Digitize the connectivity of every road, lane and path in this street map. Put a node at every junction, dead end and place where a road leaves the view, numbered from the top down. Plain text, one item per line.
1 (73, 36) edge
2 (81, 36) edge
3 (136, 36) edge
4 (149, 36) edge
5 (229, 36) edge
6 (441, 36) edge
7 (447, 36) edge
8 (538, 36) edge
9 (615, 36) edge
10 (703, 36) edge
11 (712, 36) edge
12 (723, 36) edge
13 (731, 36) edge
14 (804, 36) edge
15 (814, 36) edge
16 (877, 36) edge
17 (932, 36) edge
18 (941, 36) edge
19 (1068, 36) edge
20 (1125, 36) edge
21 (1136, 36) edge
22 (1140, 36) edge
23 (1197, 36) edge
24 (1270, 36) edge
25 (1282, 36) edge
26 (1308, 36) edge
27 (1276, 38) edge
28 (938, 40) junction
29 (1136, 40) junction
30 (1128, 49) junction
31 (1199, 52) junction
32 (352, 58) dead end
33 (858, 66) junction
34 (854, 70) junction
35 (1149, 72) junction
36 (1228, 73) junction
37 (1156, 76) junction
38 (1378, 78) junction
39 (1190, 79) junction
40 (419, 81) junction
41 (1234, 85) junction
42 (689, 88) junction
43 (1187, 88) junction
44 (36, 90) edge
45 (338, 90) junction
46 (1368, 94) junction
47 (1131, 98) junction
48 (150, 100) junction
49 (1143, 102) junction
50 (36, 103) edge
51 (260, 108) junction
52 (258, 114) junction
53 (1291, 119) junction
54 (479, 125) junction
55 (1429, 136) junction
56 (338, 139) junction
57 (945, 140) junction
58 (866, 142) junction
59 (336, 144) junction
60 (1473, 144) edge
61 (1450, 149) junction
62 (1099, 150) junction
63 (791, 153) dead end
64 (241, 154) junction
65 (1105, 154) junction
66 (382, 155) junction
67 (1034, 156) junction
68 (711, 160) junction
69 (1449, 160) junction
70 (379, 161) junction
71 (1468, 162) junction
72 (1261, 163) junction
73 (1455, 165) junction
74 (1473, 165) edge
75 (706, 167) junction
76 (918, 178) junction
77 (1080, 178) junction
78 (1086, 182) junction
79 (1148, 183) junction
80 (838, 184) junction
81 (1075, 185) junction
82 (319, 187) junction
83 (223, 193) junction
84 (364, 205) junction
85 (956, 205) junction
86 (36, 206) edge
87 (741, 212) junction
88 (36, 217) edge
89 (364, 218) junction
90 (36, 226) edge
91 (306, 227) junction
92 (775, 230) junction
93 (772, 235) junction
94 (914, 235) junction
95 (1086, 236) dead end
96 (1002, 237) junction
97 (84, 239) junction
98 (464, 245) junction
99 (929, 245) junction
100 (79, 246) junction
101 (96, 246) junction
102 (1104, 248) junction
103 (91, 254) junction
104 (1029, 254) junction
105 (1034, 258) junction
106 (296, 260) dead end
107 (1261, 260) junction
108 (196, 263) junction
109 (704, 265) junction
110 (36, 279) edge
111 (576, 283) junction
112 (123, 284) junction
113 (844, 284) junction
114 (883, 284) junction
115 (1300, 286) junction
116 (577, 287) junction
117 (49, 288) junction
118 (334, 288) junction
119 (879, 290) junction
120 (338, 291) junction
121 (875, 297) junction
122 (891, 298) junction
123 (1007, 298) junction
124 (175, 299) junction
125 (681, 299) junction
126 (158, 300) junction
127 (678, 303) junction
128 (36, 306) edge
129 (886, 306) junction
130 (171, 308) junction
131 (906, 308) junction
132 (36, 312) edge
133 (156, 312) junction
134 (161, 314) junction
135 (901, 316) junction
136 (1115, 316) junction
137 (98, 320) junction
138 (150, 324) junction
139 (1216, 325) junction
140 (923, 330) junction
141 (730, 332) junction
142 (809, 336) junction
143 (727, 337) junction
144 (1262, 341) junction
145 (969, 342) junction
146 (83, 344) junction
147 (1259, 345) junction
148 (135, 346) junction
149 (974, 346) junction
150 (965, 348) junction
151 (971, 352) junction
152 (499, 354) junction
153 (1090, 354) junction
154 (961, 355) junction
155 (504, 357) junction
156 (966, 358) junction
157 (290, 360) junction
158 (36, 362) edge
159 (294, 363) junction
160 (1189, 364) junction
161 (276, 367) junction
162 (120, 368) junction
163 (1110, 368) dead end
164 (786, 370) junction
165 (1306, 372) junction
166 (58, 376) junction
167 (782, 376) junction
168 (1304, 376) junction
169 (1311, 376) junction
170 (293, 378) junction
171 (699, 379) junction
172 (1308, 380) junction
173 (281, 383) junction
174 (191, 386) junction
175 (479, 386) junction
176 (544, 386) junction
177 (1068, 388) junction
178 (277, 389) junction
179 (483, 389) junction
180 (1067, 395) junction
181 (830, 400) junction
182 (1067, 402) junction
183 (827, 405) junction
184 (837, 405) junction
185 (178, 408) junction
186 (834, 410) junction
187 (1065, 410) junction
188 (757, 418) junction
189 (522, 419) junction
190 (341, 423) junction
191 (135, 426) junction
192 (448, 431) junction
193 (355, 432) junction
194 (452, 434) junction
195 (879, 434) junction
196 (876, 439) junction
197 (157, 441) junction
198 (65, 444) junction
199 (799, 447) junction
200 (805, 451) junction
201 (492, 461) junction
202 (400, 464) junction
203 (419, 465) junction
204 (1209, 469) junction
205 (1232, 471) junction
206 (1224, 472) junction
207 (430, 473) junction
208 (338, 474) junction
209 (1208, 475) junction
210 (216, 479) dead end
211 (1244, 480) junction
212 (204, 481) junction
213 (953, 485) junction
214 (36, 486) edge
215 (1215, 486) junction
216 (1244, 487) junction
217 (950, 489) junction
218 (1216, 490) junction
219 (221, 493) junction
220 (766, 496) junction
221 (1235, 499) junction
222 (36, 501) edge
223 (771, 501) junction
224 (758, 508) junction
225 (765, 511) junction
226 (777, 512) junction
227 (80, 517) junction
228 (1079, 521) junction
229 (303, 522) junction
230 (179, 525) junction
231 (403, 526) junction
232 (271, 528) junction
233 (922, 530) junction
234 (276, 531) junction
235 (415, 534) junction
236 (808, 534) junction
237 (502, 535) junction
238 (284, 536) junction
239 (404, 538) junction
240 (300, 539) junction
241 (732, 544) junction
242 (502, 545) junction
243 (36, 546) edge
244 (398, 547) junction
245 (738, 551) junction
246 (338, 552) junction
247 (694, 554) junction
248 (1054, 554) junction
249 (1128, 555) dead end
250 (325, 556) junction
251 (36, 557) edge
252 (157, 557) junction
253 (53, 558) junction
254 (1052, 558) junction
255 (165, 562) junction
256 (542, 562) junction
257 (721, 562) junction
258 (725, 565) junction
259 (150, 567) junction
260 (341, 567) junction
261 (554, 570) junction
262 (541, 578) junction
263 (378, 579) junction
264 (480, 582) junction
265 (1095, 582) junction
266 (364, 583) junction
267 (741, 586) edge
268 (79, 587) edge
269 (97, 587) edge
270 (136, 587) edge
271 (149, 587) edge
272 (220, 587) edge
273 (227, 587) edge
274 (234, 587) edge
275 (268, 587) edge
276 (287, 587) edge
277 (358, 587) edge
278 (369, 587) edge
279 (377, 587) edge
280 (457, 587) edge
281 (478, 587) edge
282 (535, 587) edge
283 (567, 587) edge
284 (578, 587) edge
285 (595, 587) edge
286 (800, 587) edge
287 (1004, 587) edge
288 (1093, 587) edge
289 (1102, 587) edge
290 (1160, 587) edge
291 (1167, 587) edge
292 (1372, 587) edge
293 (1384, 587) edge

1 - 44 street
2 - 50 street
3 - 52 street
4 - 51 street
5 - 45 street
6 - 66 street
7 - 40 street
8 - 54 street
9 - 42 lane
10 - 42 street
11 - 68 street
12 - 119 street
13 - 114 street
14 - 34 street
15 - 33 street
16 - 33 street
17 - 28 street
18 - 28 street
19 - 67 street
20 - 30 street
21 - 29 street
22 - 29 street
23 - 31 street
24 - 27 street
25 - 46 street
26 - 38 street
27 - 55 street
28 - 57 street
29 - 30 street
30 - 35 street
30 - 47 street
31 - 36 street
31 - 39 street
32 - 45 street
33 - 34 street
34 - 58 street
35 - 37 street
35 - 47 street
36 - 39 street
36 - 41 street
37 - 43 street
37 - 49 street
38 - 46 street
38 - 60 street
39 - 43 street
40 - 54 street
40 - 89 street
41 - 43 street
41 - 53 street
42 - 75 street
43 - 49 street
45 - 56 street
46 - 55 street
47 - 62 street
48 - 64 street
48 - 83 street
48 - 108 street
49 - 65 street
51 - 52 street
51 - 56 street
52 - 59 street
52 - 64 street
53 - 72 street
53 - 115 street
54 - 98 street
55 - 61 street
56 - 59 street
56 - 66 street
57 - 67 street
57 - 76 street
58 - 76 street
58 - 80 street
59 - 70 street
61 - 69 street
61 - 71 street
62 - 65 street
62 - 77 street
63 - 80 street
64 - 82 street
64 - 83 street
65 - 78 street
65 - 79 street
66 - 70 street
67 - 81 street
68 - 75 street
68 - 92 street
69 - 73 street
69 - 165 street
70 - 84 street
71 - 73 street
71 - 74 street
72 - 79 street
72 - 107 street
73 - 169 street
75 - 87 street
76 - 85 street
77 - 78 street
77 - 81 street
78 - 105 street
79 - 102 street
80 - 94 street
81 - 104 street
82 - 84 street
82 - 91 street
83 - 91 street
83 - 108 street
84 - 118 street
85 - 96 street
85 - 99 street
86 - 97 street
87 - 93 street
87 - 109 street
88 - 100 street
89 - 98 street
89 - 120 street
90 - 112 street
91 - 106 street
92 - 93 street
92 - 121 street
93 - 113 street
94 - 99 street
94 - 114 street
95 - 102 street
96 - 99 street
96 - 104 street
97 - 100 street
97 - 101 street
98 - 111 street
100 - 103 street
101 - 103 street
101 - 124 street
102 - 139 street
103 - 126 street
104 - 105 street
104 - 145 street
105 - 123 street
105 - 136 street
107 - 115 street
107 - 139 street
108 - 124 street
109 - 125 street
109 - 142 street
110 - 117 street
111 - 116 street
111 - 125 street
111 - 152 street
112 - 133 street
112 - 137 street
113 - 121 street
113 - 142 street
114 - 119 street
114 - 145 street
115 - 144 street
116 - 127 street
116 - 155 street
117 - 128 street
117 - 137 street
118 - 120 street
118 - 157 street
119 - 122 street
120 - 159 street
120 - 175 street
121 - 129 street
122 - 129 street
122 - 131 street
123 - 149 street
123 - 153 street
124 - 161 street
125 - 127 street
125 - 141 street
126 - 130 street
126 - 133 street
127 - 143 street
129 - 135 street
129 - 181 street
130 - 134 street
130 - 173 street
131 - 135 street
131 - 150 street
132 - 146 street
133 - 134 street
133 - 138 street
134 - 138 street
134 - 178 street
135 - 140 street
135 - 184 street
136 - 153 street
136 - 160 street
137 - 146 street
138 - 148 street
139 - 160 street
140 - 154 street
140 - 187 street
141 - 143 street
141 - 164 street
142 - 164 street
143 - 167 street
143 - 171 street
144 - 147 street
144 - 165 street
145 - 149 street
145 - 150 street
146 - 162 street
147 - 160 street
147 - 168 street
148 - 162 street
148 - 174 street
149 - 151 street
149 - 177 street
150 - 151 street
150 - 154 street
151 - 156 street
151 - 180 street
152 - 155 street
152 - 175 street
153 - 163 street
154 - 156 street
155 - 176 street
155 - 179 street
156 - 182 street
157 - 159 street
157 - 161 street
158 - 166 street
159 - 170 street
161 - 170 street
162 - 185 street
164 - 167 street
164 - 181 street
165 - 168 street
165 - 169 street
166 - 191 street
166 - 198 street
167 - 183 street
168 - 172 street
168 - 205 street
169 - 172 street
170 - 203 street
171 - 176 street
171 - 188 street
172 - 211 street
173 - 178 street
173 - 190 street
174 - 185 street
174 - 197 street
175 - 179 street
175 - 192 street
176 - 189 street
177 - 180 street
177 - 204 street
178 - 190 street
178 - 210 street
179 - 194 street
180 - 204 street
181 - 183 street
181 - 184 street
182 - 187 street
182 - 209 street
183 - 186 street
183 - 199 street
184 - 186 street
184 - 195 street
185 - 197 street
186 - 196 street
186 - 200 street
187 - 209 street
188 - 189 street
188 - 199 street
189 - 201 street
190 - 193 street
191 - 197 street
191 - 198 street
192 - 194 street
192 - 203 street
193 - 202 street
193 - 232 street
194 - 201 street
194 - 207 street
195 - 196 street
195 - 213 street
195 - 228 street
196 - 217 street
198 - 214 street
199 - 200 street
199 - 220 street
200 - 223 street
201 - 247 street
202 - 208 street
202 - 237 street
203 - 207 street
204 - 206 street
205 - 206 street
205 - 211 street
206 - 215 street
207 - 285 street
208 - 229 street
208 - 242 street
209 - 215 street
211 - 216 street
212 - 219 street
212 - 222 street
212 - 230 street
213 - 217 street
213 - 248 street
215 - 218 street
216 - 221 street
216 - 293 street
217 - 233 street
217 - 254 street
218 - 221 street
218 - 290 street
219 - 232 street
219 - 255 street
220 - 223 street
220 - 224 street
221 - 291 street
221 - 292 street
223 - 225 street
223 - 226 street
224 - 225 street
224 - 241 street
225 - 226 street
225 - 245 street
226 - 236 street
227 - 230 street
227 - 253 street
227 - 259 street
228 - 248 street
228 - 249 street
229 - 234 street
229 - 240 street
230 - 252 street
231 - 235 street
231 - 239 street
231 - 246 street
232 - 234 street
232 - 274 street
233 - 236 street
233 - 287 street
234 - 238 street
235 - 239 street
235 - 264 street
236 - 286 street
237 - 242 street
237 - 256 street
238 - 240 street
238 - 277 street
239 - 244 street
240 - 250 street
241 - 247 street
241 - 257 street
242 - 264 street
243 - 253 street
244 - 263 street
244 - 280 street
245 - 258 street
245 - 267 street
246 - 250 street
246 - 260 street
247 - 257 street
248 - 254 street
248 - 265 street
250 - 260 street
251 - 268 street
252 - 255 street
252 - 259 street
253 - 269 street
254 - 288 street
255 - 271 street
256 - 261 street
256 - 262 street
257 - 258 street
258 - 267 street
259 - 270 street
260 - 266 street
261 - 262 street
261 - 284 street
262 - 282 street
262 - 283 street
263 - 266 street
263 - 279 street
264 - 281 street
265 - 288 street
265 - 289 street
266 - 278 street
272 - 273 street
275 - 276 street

■ ■ ■ ■ ■

To do.
When a line above contains the string "lane", copy that line.

Answer area.
Digitize the connectivity of every road, lane and path in this street map. Put a node at every junction, dead end and place where a road leaves the view, numbered from the top down. Plain text, one item per line.
9 - 42 lane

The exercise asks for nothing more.